2 de febrero de 2012


Imagino a Luis, con cuarenta y siete años, cargado de proyectos y no sólo deseoso de querer llevarlos a cabo, sino incluso completamente dispuesto a hacerlo. Por eso hoy, al leer en el móvil la noticia de su muerte, no he podido evitar pensar en la cantidad de cosas que le quedarían por hacer, en la de cosas que a cualquiera de nosotros se nos quedarían en el tintero.


Yo esta noche no he querido verlo, así que no recuerdo muy bien la última vez que lo hice. Seguro que fue en una cena y apostaría algo a que ya no quiso besarnos al despedirse. Lo haría moviendo las dos manos, levantadas a la vez a la altura del pecho, en la puerta del restaurante donde cenamos. Sí recuerdo, en cambio, la noche en que él y yo nos conocimos hace nueve, diez u once años. Quedamos para tomar algo en su casa, charlamos durante una hora, tal vez dos, y después nada: ocho, nueve o diez años sin volver a vernos hasta hace más o menos dos tres noviembres. Así que hoy, al ver a su novio allí, lógicamente destrozado, no he podido evitar preguntarme qué hubiera pasado si.


Decides volver a verte y nunca se sabe; decides no volver a hacerlo, y tampoco. Pero puedes decidir qué es para ti importante, qué quieres hacer, y hacerlo ya, y qué cosas no te importa dejar para más adelante. Al final se trata de actuar hasta que, de repente, pequeños gestos quizá sin importancia (dejar una llamada para mañana, darte por besado, decir lo que piensas...) cobran verdadero significado, nos convertimos en dientes de león cuyas semillas se nos escapan a merced del viento y descubrimos que toda nuestra vida no es más que el resultado de una infinidad de decisiciones cuyas consecuencias o bien no podemos prever o bien no importan.

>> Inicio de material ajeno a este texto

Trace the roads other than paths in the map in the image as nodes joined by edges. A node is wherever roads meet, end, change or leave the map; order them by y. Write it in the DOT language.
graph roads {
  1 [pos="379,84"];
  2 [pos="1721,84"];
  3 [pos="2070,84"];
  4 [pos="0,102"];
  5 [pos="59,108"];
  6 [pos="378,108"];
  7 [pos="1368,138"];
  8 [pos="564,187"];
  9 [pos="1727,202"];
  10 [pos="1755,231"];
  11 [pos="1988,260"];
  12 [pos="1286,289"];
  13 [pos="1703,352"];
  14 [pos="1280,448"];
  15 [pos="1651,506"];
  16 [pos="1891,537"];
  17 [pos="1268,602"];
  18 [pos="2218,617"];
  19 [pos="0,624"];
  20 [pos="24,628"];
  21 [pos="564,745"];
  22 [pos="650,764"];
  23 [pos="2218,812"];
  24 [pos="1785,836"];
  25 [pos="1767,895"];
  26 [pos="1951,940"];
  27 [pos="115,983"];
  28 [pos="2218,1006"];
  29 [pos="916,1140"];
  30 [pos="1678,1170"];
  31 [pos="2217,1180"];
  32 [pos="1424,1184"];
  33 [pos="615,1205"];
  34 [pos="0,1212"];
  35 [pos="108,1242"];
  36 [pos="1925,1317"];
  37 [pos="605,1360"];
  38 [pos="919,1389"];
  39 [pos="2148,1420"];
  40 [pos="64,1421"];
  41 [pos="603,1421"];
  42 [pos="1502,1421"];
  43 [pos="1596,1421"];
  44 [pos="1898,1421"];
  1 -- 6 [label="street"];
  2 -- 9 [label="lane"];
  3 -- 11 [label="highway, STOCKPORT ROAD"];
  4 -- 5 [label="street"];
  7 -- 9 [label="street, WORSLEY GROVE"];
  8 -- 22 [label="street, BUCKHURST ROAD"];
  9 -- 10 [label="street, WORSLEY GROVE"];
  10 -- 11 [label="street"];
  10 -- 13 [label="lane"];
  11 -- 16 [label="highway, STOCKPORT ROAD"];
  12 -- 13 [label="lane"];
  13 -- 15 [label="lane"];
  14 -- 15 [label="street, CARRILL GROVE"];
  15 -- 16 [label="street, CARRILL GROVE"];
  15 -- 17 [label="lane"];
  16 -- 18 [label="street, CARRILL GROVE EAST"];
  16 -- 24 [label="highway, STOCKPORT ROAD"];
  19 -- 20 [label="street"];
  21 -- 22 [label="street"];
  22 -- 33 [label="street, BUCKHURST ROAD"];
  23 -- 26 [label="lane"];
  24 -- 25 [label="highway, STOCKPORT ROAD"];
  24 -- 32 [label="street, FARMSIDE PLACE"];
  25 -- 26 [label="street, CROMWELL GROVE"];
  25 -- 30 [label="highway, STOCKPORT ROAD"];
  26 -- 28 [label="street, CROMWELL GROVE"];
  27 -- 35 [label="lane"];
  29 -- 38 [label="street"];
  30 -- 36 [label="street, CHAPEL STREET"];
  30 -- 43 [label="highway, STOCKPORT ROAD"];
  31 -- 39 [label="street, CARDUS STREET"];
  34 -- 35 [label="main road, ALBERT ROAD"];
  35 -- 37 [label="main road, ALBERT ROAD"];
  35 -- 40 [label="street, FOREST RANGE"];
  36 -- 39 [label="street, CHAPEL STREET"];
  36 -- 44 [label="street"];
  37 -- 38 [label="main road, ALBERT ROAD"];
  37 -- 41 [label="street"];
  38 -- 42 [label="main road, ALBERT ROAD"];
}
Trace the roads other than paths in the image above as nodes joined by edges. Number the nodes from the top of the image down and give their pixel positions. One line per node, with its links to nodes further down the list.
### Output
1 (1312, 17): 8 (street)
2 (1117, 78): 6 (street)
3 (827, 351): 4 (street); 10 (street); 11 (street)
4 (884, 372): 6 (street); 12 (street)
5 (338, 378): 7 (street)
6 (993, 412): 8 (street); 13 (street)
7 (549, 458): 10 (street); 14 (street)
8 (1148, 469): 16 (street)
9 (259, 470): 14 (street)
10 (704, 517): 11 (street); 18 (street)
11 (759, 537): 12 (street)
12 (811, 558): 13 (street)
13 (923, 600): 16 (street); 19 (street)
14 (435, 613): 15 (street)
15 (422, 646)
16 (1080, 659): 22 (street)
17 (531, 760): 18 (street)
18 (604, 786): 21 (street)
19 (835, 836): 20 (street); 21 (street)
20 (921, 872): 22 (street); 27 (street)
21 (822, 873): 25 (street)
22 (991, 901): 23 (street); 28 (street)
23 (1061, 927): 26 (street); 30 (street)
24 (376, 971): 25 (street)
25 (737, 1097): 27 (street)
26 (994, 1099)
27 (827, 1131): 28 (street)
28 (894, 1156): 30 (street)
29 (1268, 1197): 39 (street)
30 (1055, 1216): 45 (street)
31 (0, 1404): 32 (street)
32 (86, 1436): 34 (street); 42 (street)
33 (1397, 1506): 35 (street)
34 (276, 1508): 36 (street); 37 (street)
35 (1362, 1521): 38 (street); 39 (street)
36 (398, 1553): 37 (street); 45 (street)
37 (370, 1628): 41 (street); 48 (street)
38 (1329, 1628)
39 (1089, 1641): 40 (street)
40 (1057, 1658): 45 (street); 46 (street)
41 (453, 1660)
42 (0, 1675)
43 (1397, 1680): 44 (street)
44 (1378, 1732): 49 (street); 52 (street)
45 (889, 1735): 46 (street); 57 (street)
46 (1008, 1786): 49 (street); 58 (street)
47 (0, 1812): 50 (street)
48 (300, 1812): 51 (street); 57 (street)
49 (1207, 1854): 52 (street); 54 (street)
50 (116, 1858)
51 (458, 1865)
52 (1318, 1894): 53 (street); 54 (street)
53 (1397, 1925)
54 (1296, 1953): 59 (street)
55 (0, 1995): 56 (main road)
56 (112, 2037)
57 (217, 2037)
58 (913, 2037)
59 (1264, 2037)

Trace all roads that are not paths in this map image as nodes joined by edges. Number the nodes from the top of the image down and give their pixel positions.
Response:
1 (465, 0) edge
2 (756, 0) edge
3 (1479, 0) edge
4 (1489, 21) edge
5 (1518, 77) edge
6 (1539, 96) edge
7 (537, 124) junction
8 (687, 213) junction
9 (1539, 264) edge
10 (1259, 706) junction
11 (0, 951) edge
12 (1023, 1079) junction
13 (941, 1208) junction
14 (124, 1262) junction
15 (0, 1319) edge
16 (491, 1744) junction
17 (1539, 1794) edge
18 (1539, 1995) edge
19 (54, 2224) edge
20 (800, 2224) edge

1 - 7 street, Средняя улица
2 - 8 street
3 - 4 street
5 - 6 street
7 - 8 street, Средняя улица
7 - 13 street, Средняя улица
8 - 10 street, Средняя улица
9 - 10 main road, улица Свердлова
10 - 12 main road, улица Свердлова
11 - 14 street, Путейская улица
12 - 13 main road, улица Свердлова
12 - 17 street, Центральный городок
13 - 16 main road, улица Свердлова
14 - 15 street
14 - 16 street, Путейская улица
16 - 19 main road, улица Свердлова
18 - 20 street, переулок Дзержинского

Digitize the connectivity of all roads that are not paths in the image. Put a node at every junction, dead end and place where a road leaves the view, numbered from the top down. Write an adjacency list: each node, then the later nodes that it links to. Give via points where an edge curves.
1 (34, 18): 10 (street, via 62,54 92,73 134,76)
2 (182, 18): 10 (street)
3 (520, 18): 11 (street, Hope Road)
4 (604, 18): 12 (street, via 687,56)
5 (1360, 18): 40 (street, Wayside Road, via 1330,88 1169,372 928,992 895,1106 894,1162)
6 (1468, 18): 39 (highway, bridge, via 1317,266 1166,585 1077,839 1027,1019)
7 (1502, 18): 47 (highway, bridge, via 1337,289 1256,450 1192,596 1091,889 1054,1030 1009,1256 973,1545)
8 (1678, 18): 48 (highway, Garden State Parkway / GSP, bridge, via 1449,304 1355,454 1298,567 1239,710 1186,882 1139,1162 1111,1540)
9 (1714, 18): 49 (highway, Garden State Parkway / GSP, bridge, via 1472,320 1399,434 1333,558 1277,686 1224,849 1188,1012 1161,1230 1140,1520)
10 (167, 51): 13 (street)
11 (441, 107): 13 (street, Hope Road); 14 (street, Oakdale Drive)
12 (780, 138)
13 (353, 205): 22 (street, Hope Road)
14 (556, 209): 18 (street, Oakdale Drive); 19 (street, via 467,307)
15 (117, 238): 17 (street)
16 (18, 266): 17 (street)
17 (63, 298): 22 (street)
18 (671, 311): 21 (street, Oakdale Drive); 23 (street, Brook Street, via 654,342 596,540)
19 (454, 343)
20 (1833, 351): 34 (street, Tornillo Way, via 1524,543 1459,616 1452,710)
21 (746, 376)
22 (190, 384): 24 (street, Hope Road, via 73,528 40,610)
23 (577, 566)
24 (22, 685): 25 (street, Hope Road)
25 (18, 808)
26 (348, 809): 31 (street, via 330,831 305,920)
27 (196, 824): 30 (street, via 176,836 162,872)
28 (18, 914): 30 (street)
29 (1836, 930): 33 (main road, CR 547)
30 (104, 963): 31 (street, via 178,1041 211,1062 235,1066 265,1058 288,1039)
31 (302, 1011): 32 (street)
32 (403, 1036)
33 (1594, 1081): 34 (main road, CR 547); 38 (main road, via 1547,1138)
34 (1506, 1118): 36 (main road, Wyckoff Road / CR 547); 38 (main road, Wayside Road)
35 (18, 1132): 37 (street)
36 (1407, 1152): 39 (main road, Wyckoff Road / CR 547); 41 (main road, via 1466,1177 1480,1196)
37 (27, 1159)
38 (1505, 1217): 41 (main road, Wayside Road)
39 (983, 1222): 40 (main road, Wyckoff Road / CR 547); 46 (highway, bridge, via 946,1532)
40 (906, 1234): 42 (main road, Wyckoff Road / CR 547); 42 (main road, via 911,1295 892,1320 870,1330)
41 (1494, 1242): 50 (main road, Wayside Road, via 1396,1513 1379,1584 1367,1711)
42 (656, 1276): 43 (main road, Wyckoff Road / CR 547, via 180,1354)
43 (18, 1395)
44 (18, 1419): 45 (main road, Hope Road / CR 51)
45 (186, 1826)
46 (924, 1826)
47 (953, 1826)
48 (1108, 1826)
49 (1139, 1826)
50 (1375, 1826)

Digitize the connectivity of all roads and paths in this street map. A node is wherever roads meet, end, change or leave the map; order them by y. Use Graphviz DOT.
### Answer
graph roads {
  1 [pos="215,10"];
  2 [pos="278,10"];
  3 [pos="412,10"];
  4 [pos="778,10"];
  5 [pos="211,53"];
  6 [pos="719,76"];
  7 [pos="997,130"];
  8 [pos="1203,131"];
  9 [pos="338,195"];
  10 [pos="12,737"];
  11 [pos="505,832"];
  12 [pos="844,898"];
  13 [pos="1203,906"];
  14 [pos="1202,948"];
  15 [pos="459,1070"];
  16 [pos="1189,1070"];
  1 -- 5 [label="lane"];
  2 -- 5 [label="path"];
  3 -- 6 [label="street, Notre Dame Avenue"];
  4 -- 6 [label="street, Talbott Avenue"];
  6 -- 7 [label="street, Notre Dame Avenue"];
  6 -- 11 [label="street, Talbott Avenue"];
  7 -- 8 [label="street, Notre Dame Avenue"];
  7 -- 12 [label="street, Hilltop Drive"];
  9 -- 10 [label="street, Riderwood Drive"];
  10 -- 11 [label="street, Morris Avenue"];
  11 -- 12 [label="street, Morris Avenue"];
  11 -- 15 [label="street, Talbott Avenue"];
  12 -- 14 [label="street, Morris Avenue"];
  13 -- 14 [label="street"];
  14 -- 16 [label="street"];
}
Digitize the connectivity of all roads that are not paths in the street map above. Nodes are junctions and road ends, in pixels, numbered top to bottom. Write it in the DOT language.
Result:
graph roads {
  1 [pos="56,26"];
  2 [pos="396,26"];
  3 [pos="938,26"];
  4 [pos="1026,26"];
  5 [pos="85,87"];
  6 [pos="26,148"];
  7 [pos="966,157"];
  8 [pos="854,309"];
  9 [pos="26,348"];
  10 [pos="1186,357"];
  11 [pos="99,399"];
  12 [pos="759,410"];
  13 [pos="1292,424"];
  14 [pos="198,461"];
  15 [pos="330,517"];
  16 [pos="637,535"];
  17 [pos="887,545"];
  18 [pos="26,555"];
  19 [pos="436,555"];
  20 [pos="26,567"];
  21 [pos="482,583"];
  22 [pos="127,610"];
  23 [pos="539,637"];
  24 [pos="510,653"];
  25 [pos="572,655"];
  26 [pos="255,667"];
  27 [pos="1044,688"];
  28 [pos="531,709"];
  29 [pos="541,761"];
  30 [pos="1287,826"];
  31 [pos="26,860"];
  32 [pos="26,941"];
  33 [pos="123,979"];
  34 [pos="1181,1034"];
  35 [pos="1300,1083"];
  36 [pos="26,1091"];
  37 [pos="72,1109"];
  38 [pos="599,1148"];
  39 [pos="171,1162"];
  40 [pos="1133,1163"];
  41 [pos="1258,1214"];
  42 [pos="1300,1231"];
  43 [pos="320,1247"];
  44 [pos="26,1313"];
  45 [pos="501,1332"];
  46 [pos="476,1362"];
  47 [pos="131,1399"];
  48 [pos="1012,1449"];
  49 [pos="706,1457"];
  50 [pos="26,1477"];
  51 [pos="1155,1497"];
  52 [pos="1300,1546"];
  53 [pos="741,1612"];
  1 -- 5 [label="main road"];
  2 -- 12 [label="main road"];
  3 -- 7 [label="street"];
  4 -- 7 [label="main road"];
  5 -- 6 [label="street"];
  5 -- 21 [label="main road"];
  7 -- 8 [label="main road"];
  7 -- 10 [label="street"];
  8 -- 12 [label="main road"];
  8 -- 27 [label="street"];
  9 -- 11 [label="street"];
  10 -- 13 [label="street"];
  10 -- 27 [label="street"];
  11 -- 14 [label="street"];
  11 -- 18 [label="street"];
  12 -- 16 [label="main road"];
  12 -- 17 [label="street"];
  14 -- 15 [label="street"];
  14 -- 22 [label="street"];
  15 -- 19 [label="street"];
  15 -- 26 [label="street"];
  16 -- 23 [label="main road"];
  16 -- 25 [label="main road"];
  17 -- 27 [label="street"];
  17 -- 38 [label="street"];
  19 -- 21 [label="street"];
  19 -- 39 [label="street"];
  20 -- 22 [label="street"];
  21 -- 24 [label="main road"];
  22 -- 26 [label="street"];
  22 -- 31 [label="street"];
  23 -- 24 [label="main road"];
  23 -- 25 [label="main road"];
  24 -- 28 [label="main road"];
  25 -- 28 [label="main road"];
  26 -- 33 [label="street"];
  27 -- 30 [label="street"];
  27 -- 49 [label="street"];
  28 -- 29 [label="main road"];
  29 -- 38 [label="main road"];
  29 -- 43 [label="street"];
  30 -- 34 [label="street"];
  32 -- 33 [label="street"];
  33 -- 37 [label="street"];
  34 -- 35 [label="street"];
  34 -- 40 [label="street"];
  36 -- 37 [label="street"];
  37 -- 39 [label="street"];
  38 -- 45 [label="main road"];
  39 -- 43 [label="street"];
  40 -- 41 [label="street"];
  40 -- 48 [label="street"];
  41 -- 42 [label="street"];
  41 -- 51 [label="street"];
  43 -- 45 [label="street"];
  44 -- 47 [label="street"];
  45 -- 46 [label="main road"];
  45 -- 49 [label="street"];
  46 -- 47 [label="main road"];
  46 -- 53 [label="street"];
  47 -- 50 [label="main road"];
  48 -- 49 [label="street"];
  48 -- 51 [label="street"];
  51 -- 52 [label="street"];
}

The Cinematic Orchestra feat. Fontella Bass - Breathe
Breathe out through me.
Imagen: Dandelion family (Flickr)

2 comentarios:

Majo

Me has dejado un poquitín tocada. En muchas ocasiones he pensado que si el destino, o las circunstacias, no quisieron que estuviera con tal o cual persona puede que haya sido por mi bien, por no perderlos pronto, y he sentido escalofríos.

Un beso :)

AntWaters

Hay tiempos que es mejor no pensar. Igual escribir un día para ver qué es lo que nos pasaba. Eso sí. eso hago yo. ¿Puedo yo promocionar la salud mental o emotiva, probablemente no!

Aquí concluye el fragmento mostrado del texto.